THE SIXTEENTH HOME

This is the story of what happened to me the year I was eleven and went to live with the Iveys. You don’t have to believe it if you don’t want to. Mostly people don’t believe me when I tell them things. Mostly they’re right not to, because quite often I tell lies, but this time I’m telling the truth. Everything in this story happened like I said it did.

The Iveys were a foster family. Before I came to them I was in this children’s home in Bristol called Fairfields, but my ex-foster mother, Liz, thought I’d be better off in a family, and Jim Ivey said he was willing to give me a try. Jim was a friend of Liz’s, which was why she asked him to take me. Even after Liz chucked me out for reasons that were totally not my fault, I still saw quite a lot of her. She came to visit me at Fairfields and told me all about Jim, how he lived in this big old house on a farm, with a pig and ducks, and how he was a long-term foster carer, so if we liked each other I could stay until I grew up. I scuffed my feet along the floor when she told me that, and didn’t say anything. I’ve been in foster care on and off since I was a baby, and Fairfields was my fourteenth placement, so I’d stopped believing people when they said I could live with them for ever and ever. I’ll tell you about my other so-called homes sometime, and you’ll see why.

The Iveys lived outside Bristol, in the proper countryside. It took my social worker, Carole, ages to drive there. At first there were houses and shops, then fields, then fields and hills, then Carole turned the car off the big road on to this little road, which went on for ages along the side of the hill, with hardly any houses or anything. Then she turned off the little road, through a gate and into a farmyard.

“Come on then, cross-patch,” she said. I didn’t bother replying. Carole was a new social worker. I’ve had so many over the years, I’ve lost count.

We got out of the car. I could see:

A long white house, with a green door and windows all with four panes of glass, like a house in a picture book.

A barn with a big door opening on to a big dark space.

A duck pond, with ducks. A yard with chickens.

Carole knocked on the door. A man answered.

Social Services had sent me pictures of the whole family, so I knew who he was. His name was Jim and he was the dad. There wasn’t a mum, which was the best thing about the placement as far as I was concerned. Jim was little and wiry and smiley. He wasn’t old, exactly, but his hair was beginning to go grey. He had his little girl with him – Harriet, her name was. She was the daughter. She had dark hair and freckles, and she was wearing a red-and-white pirate bandanna, an eyepatch and a plastic hook on one hand.

“I see you’ve got pirates,” said Carole, and Harriet pressed backwards into her dad’s legs.
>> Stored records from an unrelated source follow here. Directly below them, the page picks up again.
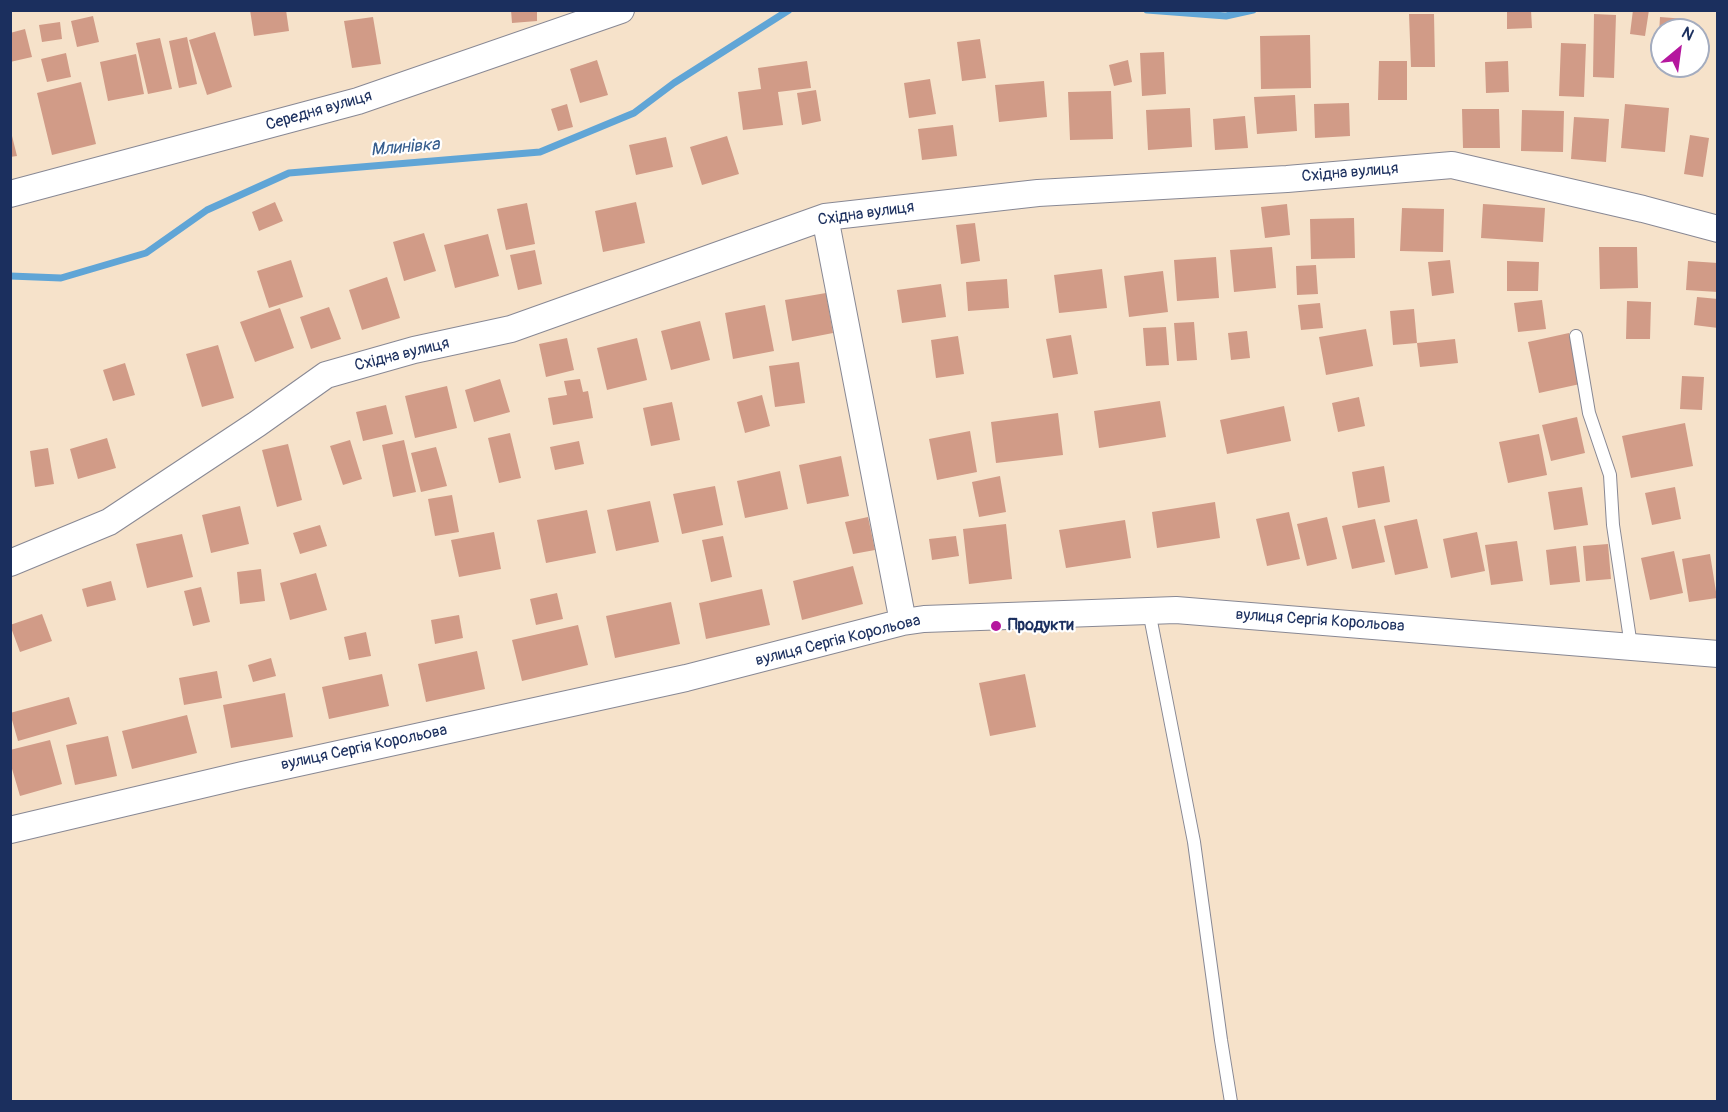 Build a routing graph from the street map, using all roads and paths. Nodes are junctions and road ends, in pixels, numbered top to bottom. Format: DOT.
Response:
graph roads {
  1 [pos="621,10"];
  2 [pos="10,194"];
  3 [pos="825,217"];
  4 [pos="1718,229"];
  5 [pos="1576,336"];
  6 [pos="10,563"];
  7 [pos="1149,611"];
  8 [pos="903,622"];
  9 [pos="1631,646"];
  10 [pos="1718,654"];
  11 [pos="10,830"];
  12 [pos="1231,1101"];
  1 -- 2 [label="street, Середня вулиця"];
  3 -- 4 [label="street, Східна вулиця"];
  3 -- 6 [label="street, Східна вулиця"];
  3 -- 8 [label="street"];
  5 -- 9 [label="lane"];
  7 -- 8 [label="street, вулиця Сергія Корольова"];
  7 -- 9 [label="street, вулиця Сергія Корольова"];
  7 -- 12 [label="lane"];
  8 -- 11 [label="street, вулиця Сергія Корольова"];
  9 -- 10 [label="street, вулиця Сергія Корольова"];
} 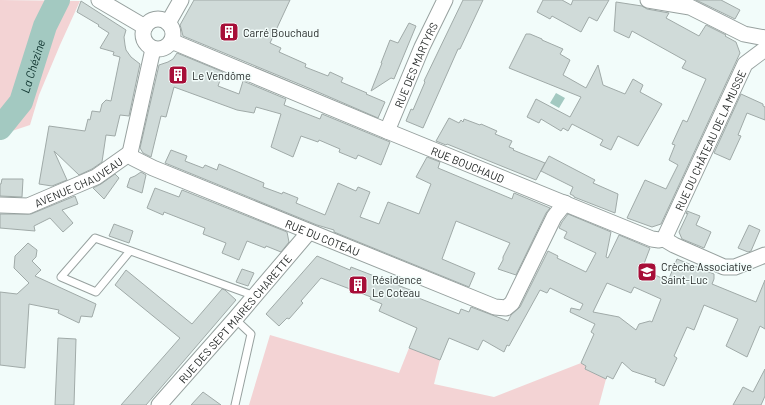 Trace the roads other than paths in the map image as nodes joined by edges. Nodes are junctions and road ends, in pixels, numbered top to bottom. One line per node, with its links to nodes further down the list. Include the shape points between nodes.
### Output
1 (99, 0): 6 (street)
2 (181, 0): 5 (street)
3 (445, 0): 11 (street, RUE DES MARTYRS, via 422,47)
4 (648, 0): 7 (street, via 690,7 744,34)
5 (168, 23): 6 (street, via 156,19 148,22); 8 (street, via 173,30)
6 (145, 27): 10 (street, via 144,40)
7 (765, 38)
8 (172, 40): 10 (street, via 163,49); 11 (street, RUE BOUCHAUD)
9 (765, 48): 16 (street, RUE DU CHÂTEAU DE LA MUSSE, via 744,64)
10 (153, 49): 12 (street)
11 (387, 131): 13 (street, RUE BOUCHAUD)
12 (130, 153): 14 (street, AVENUE CHAUVEAU, via 96,177 28,206); 15 (street, RUE DU COTEAU, via 141,163)
13 (565, 203): 15 (street, RUE DU COTEAU, via 554,217 512,303 506,308 496,307); 16 (street, RUE BOUCHAUD, via 652,239)
14 (0, 205)
15 (310, 232): 19 (street, RUE DES SEPT MAIRES CHARETTE)
16 (664, 239): 18 (street, RUE BOUCHAUD, via 724,267 735,267)
17 (130, 251): 17 (lane, via 95,238 61,277 96,292); 19 (lane)
18 (765, 255)
19 (255, 296): 20 (street, RUE DES SEPT MAIRES CHARETTE)
20 (235, 319): 21 (street, RUE DES SEPT MAIRES CHARETTE); 22 (lane, via 251,334)
21 (160, 405)
22 (235, 405) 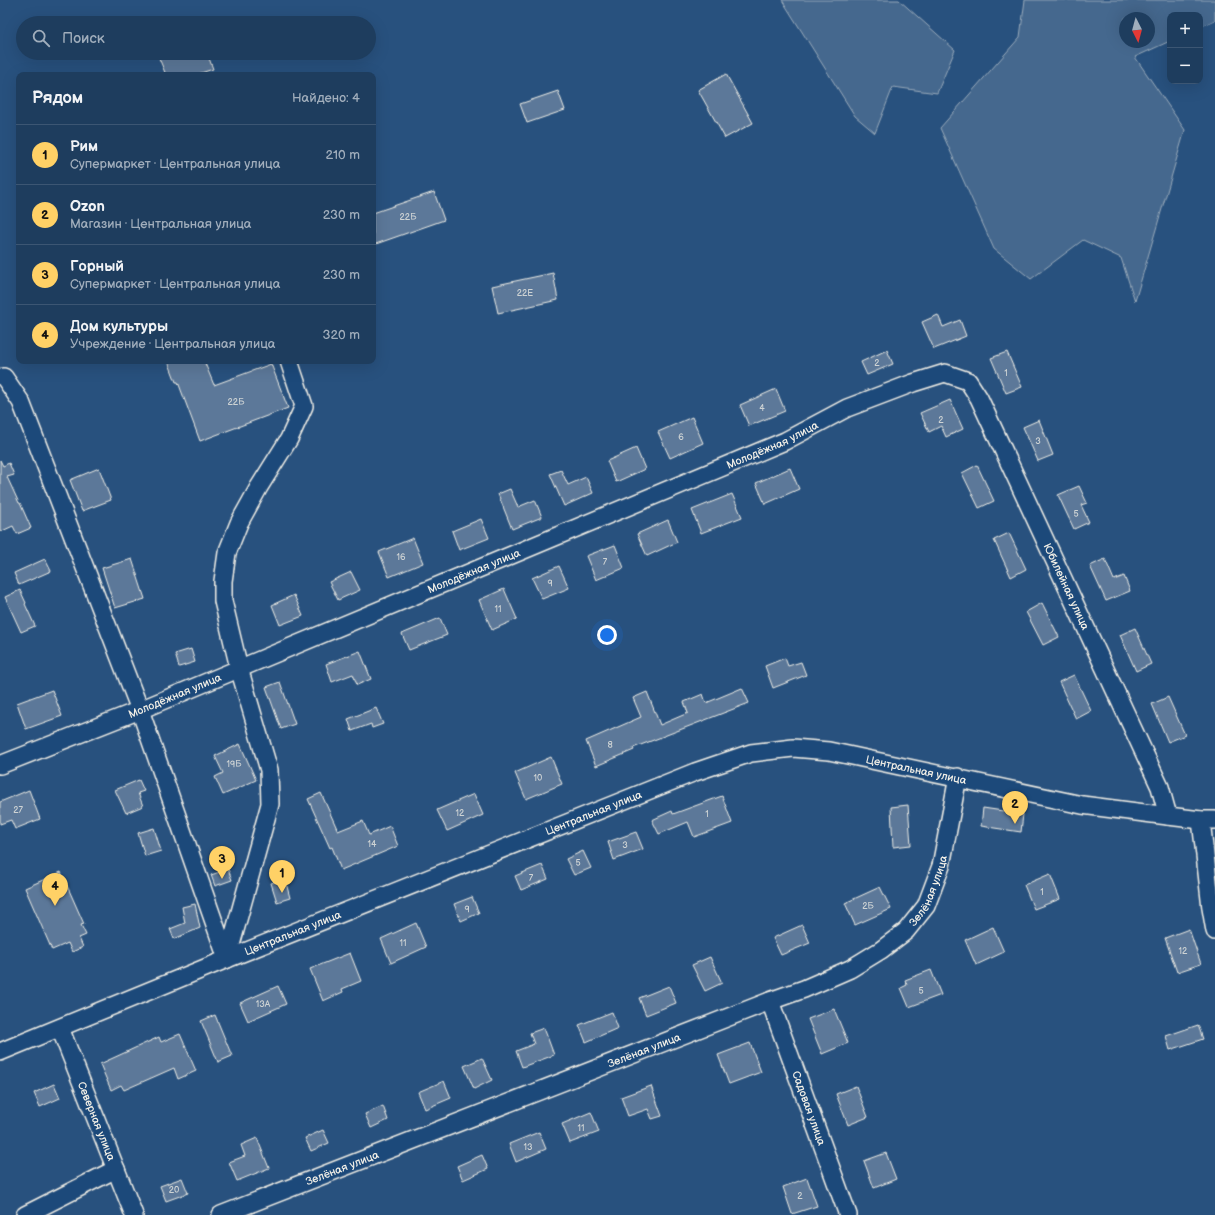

The porch was full of welly boots and footballs. I tried to remember how many kids lived there. I thought it was three and a baby, but it looked like more from the boots. The kitchen was big and old-fashioned. There were kids’ pictures all over the walls, and a boy sitting at the kitchen table, drawing. He was Jim’s son, Daniel. He was eleven. He smiled at me, then he went back to his picture. I went and looked over his shoulder. It was a pencil drawing of a complicated alien city. Towers and skyscrapers were sticking up into the sky. Spaceships zipped around the towers. Weird alien plants grew out of the pavements.

“Hi,” Daniel said, looking up. I didn’t say anything.

Jim took Carole and me on a tour of the house, with Harriet trailing behind, still wearing her hook. The house was long and narrow and dark and old.

“It’s eighteenth century,” said Jim.

There was a dining room, and off it, a little office with a computer. There was a living room with wooden floorboards painted black, rugs, old-fashioned chairs and sofas all different, and bookcases with glass doors, full of old books. All the stuff was tattered-looking, which made me worry, because the worst foster placements were the ones where they wanted you for the money. The house was pretty big though, so they probably weren’t that poor.

The living room had a real fireplace with a real fire. There was a cat on its back with its stomach turned up to the flames, and a big black girl with a baby sucking on her boob. She was the other foster kid. She glanced at us when we came in, then looked back down at the baby.

“Hey, Grace,” said Jim.

Grace grunted.

“This is Olivia, OK? Olivia, this is Grace. She’s your new sister. The cat is Zig-Zag. And this little girl is Maisy.”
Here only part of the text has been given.